* [Exercise aim]
Output the entries below without any alteration.

(Data entries)

-- Opening Marker --

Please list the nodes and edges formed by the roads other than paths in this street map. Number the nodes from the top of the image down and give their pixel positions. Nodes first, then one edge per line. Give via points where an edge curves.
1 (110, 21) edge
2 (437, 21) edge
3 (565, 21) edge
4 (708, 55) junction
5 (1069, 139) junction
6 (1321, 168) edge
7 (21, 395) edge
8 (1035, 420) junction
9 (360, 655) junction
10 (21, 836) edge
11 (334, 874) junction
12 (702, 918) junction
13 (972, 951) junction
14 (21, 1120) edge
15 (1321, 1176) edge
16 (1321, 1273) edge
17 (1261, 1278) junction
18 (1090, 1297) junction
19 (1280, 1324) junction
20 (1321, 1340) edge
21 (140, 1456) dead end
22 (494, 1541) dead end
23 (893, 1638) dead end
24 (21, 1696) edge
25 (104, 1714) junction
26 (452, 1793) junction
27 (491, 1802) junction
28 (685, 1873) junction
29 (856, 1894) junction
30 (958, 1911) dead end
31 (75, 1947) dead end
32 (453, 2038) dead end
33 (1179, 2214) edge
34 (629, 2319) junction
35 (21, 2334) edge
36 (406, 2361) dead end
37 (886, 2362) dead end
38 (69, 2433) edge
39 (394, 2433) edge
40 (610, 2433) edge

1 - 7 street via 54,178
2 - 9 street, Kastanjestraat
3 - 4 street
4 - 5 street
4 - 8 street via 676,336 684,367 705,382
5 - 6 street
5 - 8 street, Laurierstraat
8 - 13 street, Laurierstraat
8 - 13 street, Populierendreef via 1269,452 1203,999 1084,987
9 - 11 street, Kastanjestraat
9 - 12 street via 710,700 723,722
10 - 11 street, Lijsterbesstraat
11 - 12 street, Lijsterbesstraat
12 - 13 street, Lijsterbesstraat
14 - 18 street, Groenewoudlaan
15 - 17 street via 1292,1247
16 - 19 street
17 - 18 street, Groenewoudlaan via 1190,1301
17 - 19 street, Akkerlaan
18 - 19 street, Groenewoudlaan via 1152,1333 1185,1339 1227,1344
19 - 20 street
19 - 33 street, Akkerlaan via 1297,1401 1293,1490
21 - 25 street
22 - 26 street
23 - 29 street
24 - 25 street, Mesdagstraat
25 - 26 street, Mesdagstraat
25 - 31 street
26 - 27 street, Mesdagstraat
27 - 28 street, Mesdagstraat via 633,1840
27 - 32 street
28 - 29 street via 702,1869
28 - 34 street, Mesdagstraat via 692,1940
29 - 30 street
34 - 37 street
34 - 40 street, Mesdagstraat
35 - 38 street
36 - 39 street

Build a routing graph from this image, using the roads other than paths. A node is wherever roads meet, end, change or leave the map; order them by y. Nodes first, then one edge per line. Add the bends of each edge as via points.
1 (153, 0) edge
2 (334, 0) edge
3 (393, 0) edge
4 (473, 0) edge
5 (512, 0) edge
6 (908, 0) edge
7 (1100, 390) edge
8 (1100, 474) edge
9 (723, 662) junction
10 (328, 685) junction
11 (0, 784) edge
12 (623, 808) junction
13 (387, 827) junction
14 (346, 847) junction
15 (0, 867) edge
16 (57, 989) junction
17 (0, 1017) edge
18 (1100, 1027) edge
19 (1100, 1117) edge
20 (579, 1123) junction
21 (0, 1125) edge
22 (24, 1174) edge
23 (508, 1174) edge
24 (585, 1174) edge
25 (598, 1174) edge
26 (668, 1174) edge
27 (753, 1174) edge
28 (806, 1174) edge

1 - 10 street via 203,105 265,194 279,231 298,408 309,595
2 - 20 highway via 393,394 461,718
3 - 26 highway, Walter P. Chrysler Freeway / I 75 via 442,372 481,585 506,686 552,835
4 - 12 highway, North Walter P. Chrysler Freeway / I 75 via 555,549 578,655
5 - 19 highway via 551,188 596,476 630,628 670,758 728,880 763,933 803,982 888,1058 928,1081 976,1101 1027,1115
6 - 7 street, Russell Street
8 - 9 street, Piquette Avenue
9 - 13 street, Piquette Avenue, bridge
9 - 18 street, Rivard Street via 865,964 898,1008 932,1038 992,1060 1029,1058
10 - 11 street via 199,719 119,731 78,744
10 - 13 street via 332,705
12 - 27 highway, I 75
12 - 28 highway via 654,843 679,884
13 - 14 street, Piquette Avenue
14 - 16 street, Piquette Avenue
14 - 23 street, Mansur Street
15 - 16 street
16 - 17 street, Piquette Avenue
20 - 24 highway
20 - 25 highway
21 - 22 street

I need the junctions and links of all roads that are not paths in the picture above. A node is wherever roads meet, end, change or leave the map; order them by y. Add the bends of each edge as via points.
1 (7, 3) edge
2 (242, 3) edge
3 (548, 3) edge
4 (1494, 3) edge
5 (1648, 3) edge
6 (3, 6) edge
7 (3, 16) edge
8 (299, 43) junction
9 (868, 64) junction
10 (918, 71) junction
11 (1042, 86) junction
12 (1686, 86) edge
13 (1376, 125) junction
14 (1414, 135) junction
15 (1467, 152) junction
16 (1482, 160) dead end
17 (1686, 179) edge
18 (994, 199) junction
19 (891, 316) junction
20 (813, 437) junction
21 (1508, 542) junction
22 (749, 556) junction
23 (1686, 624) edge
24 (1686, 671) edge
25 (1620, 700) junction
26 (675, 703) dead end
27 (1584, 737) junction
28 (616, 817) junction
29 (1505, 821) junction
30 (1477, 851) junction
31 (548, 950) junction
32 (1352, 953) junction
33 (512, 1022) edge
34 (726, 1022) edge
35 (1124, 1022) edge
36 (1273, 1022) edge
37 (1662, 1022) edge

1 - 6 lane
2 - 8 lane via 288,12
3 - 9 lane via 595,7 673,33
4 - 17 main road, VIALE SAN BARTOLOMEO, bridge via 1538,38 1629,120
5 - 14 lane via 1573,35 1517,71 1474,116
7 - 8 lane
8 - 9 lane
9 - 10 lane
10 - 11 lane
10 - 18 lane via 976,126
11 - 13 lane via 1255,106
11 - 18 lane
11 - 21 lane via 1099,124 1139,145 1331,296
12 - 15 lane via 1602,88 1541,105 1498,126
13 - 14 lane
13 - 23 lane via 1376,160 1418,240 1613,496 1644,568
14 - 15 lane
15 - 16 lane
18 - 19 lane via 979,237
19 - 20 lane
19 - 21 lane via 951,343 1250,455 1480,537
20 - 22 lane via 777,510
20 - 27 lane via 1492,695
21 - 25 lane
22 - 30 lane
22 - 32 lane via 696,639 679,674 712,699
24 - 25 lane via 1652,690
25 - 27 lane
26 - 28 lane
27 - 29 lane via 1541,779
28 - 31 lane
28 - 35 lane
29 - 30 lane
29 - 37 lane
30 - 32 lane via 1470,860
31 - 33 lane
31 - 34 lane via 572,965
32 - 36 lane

-- Closing Marker --

* [The answer]
Please list the nodes and edges formed by the roads other than paths in this street map. Number the nodes from the top of the image down and give their pixel positions. Nodes first, then one edge per line. Give via points where an edge curves.
1 (110, 21) edge
2 (437, 21) edge
3 (565, 21) edge
4 (708, 55) junction
5 (1069, 139) junction
6 (1321, 168) edge
7 (21, 395) edge
8 (1035, 420) junction
9 (360, 655) junction
10 (21, 836) edge
11 (334, 874) junction
12 (702, 918) junction
13 (972, 951) junction
14 (21, 1120) edge
15 (1321, 1176) edge
16 (1321, 1273) edge
17 (1261, 1278) junction
18 (1090, 1297) junction
19 (1280, 1324) junction
20 (1321, 1340) edge
21 (140, 1456) dead end
22 (494, 1541) dead end
23 (893, 1638) dead end
24 (21, 1696) edge
25 (104, 1714) junction
26 (452, 1793) junction
27 (491, 1802) junction
28 (685, 1873) junction
29 (856, 1894) junction
30 (958, 1911) dead end
31 (75, 1947) dead end
32 (453, 2038) dead end
33 (1179, 2214) edge
34 (629, 2319) junction
35 (21, 2334) edge
36 (406, 2361) dead end
37 (886, 2362) dead end
38 (69, 2433) edge
39 (394, 2433) edge
40 (610, 2433) edge

1 - 7 street via 54,178
2 - 9 street, Kastanjestraat
3 - 4 street
4 - 5 street
4 - 8 street via 676,336 684,367 705,382
5 - 6 street
5 - 8 street, Laurierstraat
8 - 13 street, Laurierstraat
8 - 13 street, Populierendreef via 1269,452 1203,999 1084,987
9 - 11 street, Kastanjestraat
9 - 12 street via 710,700 723,722
10 - 11 street, Lijsterbesstraat
11 - 12 street, Lijsterbesstraat
12 - 13 street, Lijsterbesstraat
14 - 18 street, Groenewoudlaan
15 - 17 street via 1292,1247
16 - 19 street
17 - 18 street, Groenewoudlaan via 1190,1301
17 - 19 street, Akkerlaan
18 - 19 street, Groenewoudlaan via 1152,1333 1185,1339 1227,1344
19 - 20 street
19 - 33 street, Akkerlaan via 1297,1401 1293,1490
21 - 25 street
22 - 26 street
23 - 29 street
24 - 25 street, Mesdagstraat
25 - 26 street, Mesdagstraat
25 - 31 street
26 - 27 street, Mesdagstraat
27 - 28 street, Mesdagstraat via 633,1840
27 - 32 street
28 - 29 street via 702,1869
28 - 34 street, Mesdagstraat via 692,1940
29 - 30 street
34 - 37 street
34 - 40 street, Mesdagstraat
35 - 38 street
36 - 39 street

Build a routing graph from this image, using the roads other than paths. A node is wherever roads meet, end, change or leave the map; order them by y. Nodes first, then one edge per line. Add the bends of each edge as via points.
1 (153, 0) edge
2 (334, 0) edge
3 (393, 0) edge
4 (473, 0) edge
5 (512, 0) edge
6 (908, 0) edge
7 (1100, 390) edge
8 (1100, 474) edge
9 (723, 662) junction
10 (328, 685) junction
11 (0, 784) edge
12 (623, 808) junction
13 (387, 827) junction
14 (346, 847) junction
15 (0, 867) edge
16 (57, 989) junction
17 (0, 1017) edge
18 (1100, 1027) edge
19 (1100, 1117) edge
20 (579, 1123) junction
21 (0, 1125) edge
22 (24, 1174) edge
23 (508, 1174) edge
24 (585, 1174) edge
25 (598, 1174) edge
26 (668, 1174) edge
27 (753, 1174) edge
28 (806, 1174) edge

1 - 10 street via 203,105 265,194 279,231 298,408 309,595
2 - 20 highway via 393,394 461,718
3 - 26 highway, Walter P. Chrysler Freeway / I 75 via 442,372 481,585 506,686 552,835
4 - 12 highway, North Walter P. Chrysler Freeway / I 75 via 555,549 578,655
5 - 19 highway via 551,188 596,476 630,628 670,758 728,880 763,933 803,982 888,1058 928,1081 976,1101 1027,1115
6 - 7 street, Russell Street
8 - 9 street, Piquette Avenue
9 - 13 street, Piquette Avenue, bridge
9 - 18 street, Rivard Street via 865,964 898,1008 932,1038 992,1060 1029,1058
10 - 11 street via 199,719 119,731 78,744
10 - 13 street via 332,705
12 - 27 highway, I 75
12 - 28 highway via 654,843 679,884
13 - 14 street, Piquette Avenue
14 - 16 street, Piquette Avenue
14 - 23 street, Mansur Street
15 - 16 street
16 - 17 street, Piquette Avenue
20 - 24 highway
20 - 25 highway
21 - 22 street

I need the junctions and links of all roads that are not paths in the picture above. A node is wherever roads meet, end, change or leave the map; order them by y. Add the bends of each edge as via points.
1 (7, 3) edge
2 (242, 3) edge
3 (548, 3) edge
4 (1494, 3) edge
5 (1648, 3) edge
6 (3, 6) edge
7 (3, 16) edge
8 (299, 43) junction
9 (868, 64) junction
10 (918, 71) junction
11 (1042, 86) junction
12 (1686, 86) edge
13 (1376, 125) junction
14 (1414, 135) junction
15 (1467, 152) junction
16 (1482, 160) dead end
17 (1686, 179) edge
18 (994, 199) junction
19 (891, 316) junction
20 (813, 437) junction
21 (1508, 542) junction
22 (749, 556) junction
23 (1686, 624) edge
24 (1686, 671) edge
25 (1620, 700) junction
26 (675, 703) dead end
27 (1584, 737) junction
28 (616, 817) junction
29 (1505, 821) junction
30 (1477, 851) junction
31 (548, 950) junction
32 (1352, 953) junction
33 (512, 1022) edge
34 (726, 1022) edge
35 (1124, 1022) edge
36 (1273, 1022) edge
37 (1662, 1022) edge

1 - 6 lane
2 - 8 lane via 288,12
3 - 9 lane via 595,7 673,33
4 - 17 main road, VIALE SAN BARTOLOMEO, bridge via 1538,38 1629,120
5 - 14 lane via 1573,35 1517,71 1474,116
7 - 8 lane
8 - 9 lane
9 - 10 lane
10 - 11 lane
10 - 18 lane via 976,126
11 - 13 lane via 1255,106
11 - 18 lane
11 - 21 lane via 1099,124 1139,145 1331,296
12 - 15 lane via 1602,88 1541,105 1498,126
13 - 14 lane
13 - 23 lane via 1376,160 1418,240 1613,496 1644,568
14 - 15 lane
15 - 16 lane
18 - 19 lane via 979,237
19 - 20 lane
19 - 21 lane via 951,343 1250,455 1480,537
20 - 22 lane via 777,510
20 - 27 lane via 1492,695
21 - 25 lane
22 - 30 lane
22 - 32 lane via 696,639 679,674 712,699
24 - 25 lane via 1652,690
25 - 27 lane
26 - 28 lane
27 - 29 lane via 1541,779
28 - 31 lane
28 - 35 lane
29 - 30 lane
29 - 37 lane
30 - 32 lane via 1470,860
31 - 33 lane
31 - 34 lane via 572,965
32 - 36 lane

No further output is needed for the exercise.